Workers and Concurrency in Ballerina

The other day I was thinking about what I was going to do for the next post in my series of posts on building a gRPC service in Ballerina. While I was planning that out I decided that I wanted to take a detour and explore some of the core features of the language not specific to building services.

If I were to say that Ballerina appears to be a “good language for building services” that might be accurate, but that would be like saying a Tesla is a “good vehicle for transporting groceries”. Certainly it’s an accurate statement, but it fails to mention some of the most compelling features.

First, I want to draw a distinction between the concepts of asynchronous and concurrent, at least with regard to features in the Ballerina language. When you want to do something asynchronously in Ballerina, you’re going to start that thing and then await the response. In other words, you’ll be using futures.

For example, in Ballerina you can use syntax like this:

future<WeatherForecast> forecast = start fetchForecast(10001);
// do something else
// await the future...
WeatherForecast|error f = await forecast;

If you’ve used any language with async-await syntax, this should look quite familiar. For example, a near equivalent of start in the Go language is the go keyword. Rust is getting a similar async-await syntax in an upcoming release, and C# has had first-class asynchronous keywords for quite some time.

But that’s asynchronous programming, and in this post I want to talk about concurrency. Every language has its own way of allowing a developer to specify that they want an application to divide its execution time among multiple tasks.

In Go, you have goroutines, which are lightweight “green” threads. Elixir and Erlang use processes, and with Rust, Java, and C# you get traditional OS level threads (though there are libraries available for co-routines as well).

In Ballerina, the unit of concurrency is called the worker. What I find fascinating is that every Ballerina function contains a default worker. In other words, the concept of workers is native and deeply ingrained in the system — you can’t actually do anything in Ballerina without the work being within the context of some worker.
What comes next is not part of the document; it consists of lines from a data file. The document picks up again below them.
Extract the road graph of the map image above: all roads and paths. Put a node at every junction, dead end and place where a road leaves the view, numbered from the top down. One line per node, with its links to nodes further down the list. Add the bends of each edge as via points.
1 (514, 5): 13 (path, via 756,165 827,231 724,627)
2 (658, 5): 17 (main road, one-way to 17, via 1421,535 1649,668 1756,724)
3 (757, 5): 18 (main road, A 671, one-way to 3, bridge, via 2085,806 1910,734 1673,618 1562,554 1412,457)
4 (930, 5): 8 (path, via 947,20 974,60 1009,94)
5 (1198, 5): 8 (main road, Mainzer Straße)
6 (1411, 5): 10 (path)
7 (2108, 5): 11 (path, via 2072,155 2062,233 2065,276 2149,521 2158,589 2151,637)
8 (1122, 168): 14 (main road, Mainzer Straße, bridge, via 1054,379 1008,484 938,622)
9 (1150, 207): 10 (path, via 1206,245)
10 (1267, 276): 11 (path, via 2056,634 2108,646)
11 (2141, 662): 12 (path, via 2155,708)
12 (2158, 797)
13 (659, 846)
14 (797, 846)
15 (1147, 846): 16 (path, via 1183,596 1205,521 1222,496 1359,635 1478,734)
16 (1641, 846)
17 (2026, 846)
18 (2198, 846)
This idea is subtle and powerful, and is a foundation that enables some pretty powerful capabilities.

To create a worker in Ballerina, you just declare a named worker block:

worker bob {
// do something
}

Much like the way Go uses channels as a synchronization primitive to transmit information between goroutines, Ballerina lets you send and receive messages to/from workers:

// send a tuple message to bob
worker alice {
("Ballerina", "is awesome") -> bob;
}
worker bob {
(string, string) fromAlice;
fromAlice <- alice;
}

This message passing syntax makes me happy. I loved the concept of message passing when I saw it in Smalltalk, I used it excessively when building applications with Akka, and I routinely (see what I did there??) use channels with goroutines in my Go code.

If you’ve been following along with my recent posts, then you’d be right if you thought these workers would show up as individual entities in the Ballerina diagrams that you can generate from the code (I’ll show one in a bit).
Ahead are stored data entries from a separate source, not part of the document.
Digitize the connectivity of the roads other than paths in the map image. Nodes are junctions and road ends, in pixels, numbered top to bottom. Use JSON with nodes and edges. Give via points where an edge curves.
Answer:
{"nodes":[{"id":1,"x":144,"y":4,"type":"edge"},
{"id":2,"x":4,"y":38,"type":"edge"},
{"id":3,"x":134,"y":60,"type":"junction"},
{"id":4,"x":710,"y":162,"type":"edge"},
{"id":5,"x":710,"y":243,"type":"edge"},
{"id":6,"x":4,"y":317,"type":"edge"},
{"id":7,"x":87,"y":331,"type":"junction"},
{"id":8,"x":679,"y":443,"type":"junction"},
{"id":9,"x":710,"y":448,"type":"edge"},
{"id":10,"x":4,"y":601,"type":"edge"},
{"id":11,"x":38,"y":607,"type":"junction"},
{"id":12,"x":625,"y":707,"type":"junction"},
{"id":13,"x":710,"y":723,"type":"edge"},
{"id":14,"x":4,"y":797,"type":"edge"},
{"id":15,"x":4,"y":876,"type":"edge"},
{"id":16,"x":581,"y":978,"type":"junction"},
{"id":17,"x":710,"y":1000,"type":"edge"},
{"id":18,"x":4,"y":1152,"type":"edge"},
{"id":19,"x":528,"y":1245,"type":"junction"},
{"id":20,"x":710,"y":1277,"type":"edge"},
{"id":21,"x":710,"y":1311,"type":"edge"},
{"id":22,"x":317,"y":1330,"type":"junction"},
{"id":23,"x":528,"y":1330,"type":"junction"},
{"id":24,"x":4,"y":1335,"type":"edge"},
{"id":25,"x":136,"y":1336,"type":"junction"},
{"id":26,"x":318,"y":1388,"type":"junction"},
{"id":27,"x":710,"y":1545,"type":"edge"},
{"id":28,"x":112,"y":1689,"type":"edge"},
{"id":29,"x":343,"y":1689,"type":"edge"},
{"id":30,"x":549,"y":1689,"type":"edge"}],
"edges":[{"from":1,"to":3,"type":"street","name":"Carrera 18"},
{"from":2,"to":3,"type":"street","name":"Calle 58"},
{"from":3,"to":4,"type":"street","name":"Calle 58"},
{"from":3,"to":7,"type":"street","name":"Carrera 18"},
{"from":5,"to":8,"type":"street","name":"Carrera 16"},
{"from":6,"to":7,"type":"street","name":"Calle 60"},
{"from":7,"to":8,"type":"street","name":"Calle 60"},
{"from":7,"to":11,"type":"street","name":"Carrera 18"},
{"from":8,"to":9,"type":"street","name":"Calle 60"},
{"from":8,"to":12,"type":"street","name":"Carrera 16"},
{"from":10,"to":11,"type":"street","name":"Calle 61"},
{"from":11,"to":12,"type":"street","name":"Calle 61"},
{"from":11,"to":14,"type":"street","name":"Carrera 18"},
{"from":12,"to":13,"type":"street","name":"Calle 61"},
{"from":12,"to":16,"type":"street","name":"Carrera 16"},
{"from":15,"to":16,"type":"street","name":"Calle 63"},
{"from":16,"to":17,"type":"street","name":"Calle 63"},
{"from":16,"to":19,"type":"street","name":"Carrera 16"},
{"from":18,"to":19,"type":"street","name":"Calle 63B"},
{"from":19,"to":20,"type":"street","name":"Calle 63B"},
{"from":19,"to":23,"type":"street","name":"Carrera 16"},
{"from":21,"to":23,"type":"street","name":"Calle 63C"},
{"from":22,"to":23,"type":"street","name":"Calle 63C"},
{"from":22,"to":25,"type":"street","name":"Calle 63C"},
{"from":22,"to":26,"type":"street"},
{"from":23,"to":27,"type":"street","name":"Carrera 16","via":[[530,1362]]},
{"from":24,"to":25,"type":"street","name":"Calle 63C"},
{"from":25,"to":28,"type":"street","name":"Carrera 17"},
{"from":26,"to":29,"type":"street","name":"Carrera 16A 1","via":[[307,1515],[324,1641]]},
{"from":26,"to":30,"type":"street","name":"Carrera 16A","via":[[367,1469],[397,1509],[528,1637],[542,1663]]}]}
What might not be obvious is that, written this way, these workers execute sequentially. The Ballerina compiler is actually going to check and prevent you from compiling a worker-to-worker interaction that could result in a deadlock (yay for deadlock-free code!).

It’s this subtlety that originally stymied my attempt to build a sample to demonstrate concurrency and workers. I wanted to create one worker that read lines of text from the user and another worker that manipulated that text and then echoed it back out to the user via stdout. To get these two workers to operate concurrently I used a fork block and wrote code that looked something like this:

fork {
worker stdin_read {
while(true) {
io:println("Type something:");
string s = io:readln(());
s -> stdout_write;
}
}
worker stdout_write {
string msg;
while (true) {
msg <- stdin_read;
io:println("[ECHO] " + msg);
}
}
} join (all) (map results) { }

You can try and compile this code, but it won’t work. It doesn’t (in the current version) complain about a potential deadlock, it mentions something about worker send operations needing be top-level operations (I’m assuming error messages will get better as the compiler is improved).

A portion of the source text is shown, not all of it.